Microsoft System Center Virtual Machine Manager 2008 is designed to let companies configure and install new virtual machines and managing their infrastructure. Application Virtualization version 4.5 is designed to let Windows Vista users stream applications to their desktop, while allowing managers to control them centrally. Microsoft also said Hyper V Server 2008 will be available for download within 30 days.
“With Virtual Machine Manager, there’s a great opportunity to help customers manage this virtual environment,” Bourne said. “Before, if you had a problem with a server, you would go to the data centre, look down the rack and there was a big label that said ‘server name.’ Now, good luck finding where that server even exists. So bringing in this single console is very exciting.”
One Hyper V beta tester who spoke at the round table was Vince Jordan, director of technology management services for Ontario’s Workplace Safety Insurance Board.
Officials at the board, which provides compensation to sick and injured workers, wanted to reduce its “footprint” in the data centre through server consolidation.
“We have just exploded in the amount of major projects that are happening,” Jordan said. “One of the bigger ones is…changing the way we do claims in Ontario, and that brings forth a requirement for a lot of hardware and software. We’re being called upon, it seems almost on a weekly basis, to add in servers to the data centre.”
He said virtualization lets them provision servers more quickly and respond more quickly to problems.
“We were looking at probably incurring $1million in expenses down in the data centre, and we were looking at how we could avoid that, and one of the things that came up was virtualization.”
Research from Toronto-based IDC Canada shows about 40 per cent of Canadian companies are “looking at” buying the technology “over the next year or so,” said Kevin Restivo, senior analyst for software at IDC’s Canadian security and software research practice.
“Virtualization, though it’s been in development for literally decades, is game-changing technology because companies can use it to cut operational costs,” Restivo said during the round table.
Not only does virtualization allow large companies to reduce the number of servers, but it also helps cut support and administration costs, Restivo added.
IDC research has shown a company can move from 20-30 servers for every administrator in the “physical world,” to anywhere from 60 to 100 servers in the virtual environment, he said, adding this refers only to staff who are actually handling the servers.
“For every dollar that’s spent on a server, it actually costs 50 cents to maintain that server and a big cost of that is people,” Restivo said. “When you can see the amount of physical servers and the cost of maintaining them, you can see why businesses are so interested in virtualization.”
Bourne said for small to mid-sized companies, virtualization has advantages other than server consolidation.
“When you’re in mid-market or smaller company, going from 50 servers down to 30, it’s not as if you’re going to save a whole lot of real estate,” he said. “So the opportunity becomes around the new things you can do because of virtualization.
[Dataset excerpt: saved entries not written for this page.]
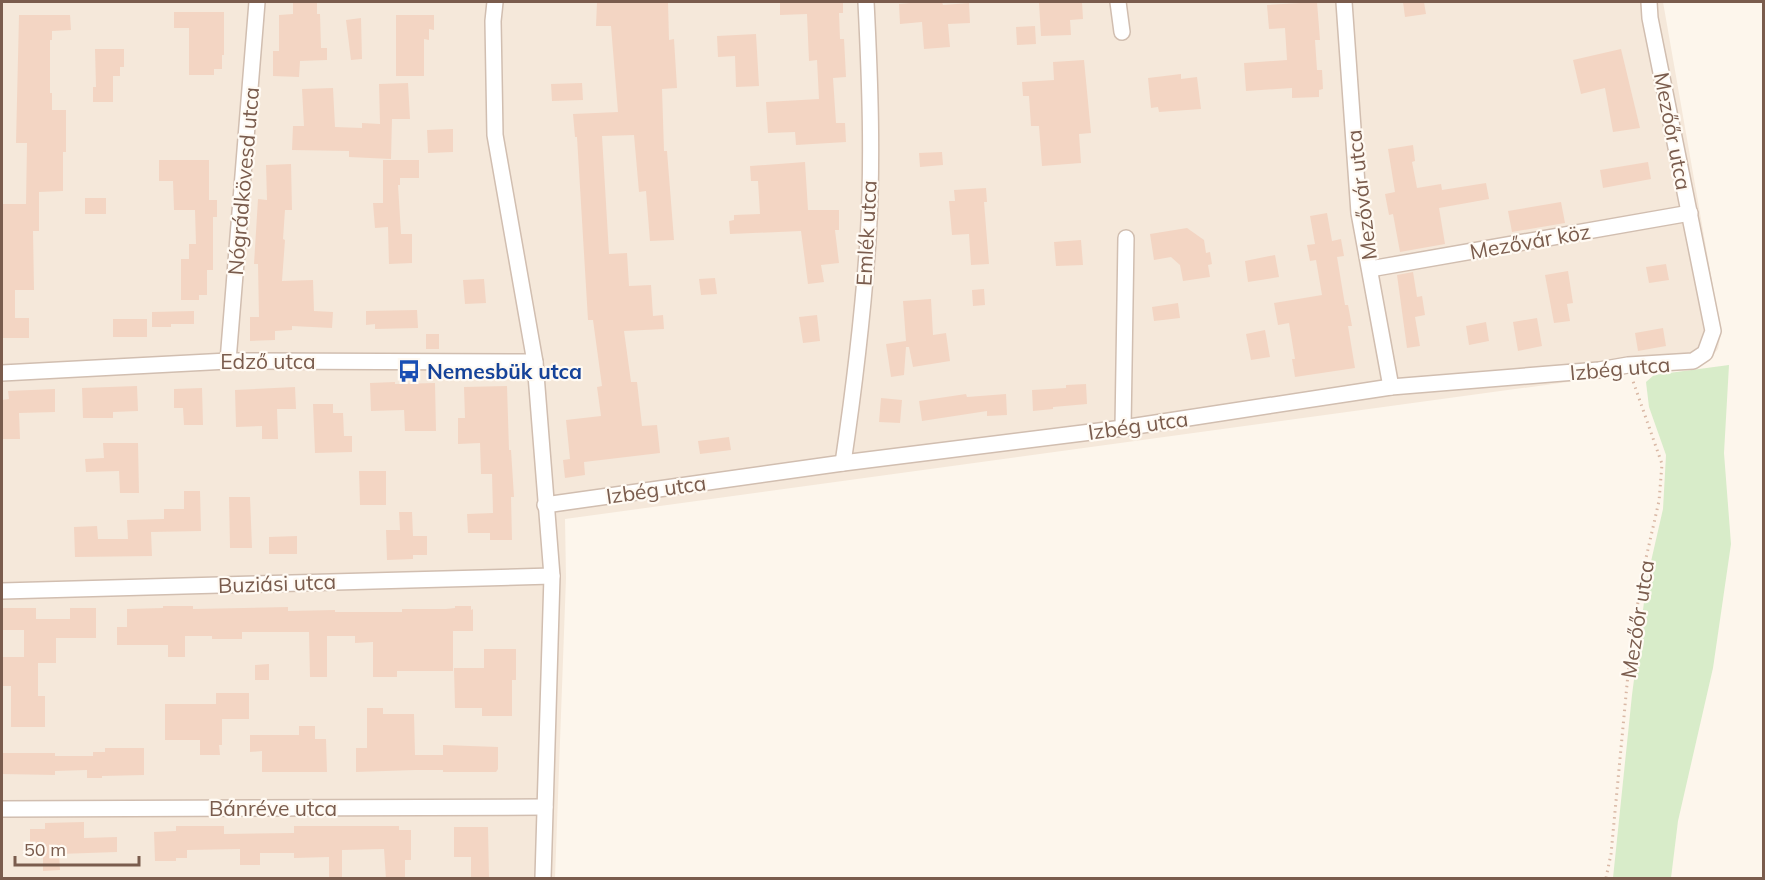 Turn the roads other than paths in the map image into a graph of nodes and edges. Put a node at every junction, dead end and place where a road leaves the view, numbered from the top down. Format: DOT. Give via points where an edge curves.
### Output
graph roads {
  1 [pos="257,2"];
  2 [pos="495,2"];
  3 [pos="866,2"];
  4 [pos="1118,2"];
  5 [pos="1344,2"];
  6 [pos="1649,2"];
  7 [pos="1122,32"];
  8 [pos="1690,213"];
  9 [pos="1125,238"];
  10 [pos="1370,269"];
  11 [pos="1713,331"];
  12 [pos="228,361"];
  13 [pos="535,362"];
  14 [pos="2,374"];
  15 [pos="1391,387"];
  16 [pos="1123,428"];
  17 [pos="843,463"];
  18 [pos="545,505"];
  19 [pos="552,576"];
  20 [pos="2,591"];
  21 [pos="545,807"];
  22 [pos="2,809"];
  23 [pos="543,879"];
  1 -- 12 [label="street, Nógrádkövesd utca"];
  2 -- 13 [label="street" via="495,135"];
  3 -- 17 [label="street, Emlék utca" via="868,239"];
  4 -- 7 [label="street"];
  5 -- 10 [label="street, Mezővár utca" via="1359,213"];
  6 -- 8 [label="street, Mezőőr utca"];
  8 -- 10 [label="street, Mezővár köz"];
  8 -- 11 [label="street, Mezőőr utca"];
  9 -- 16 [label="street"];
  10 -- 15 [label="street, Mezővár utca"];
  11 -- 15 [label="street, Izbég utca" via="1705,353 1693,361"];
  12 -- 13 [label="street, Edző utca"];
  12 -- 14 [label="street, Edző utca"];
  13 -- 18 [label="street"];
  15 -- 16 [label="street, Izbég utca"];
  16 -- 17 [label="street, Izbég utca"];
  17 -- 18 [label="street, Izbég utca"];
  18 -- 19 [label="street"];
  19 -- 20 [label="street, Buziási utca"];
  19 -- 21 [label="street"];
  21 -- 22 [label="street, Bánréve utca"];
  21 -- 23 [label="street"];
}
You can quickly respond and put a workload on a separate machine without getting new hardware.”
He added an opportunity for integrators and resellers is helping companies manage their virtual machines.
“The funny thing about server consolidation is, you may reduce the number of servers from a physical perspective, but 100 per cent of the time, guaranteed, you will end up with more machines to manage,” he said. “It’s not a terrible thing, because you can respond to the business and provide some isolation for that business application, but at the end of the day you now have more machines you started with, not less.”
Microsoft is focusing on making it easier for customers to install the technology and making it easier for resellers to train customers, said Bruce Cowper, chief security advisor at Mississauga, Ont.-based Microsoft Canada Co.
“There is immense amount of opportunity in the marketplace for companies like Microsoft and their partners out there,” Cowper said. “Some of our competitors have had products on the market for considerably longer than Microsoft, we see that there’s an incredible opportunity both in terms of net new deployments, but also – making virtualization ubiquitous, becoming a lot more accessible.”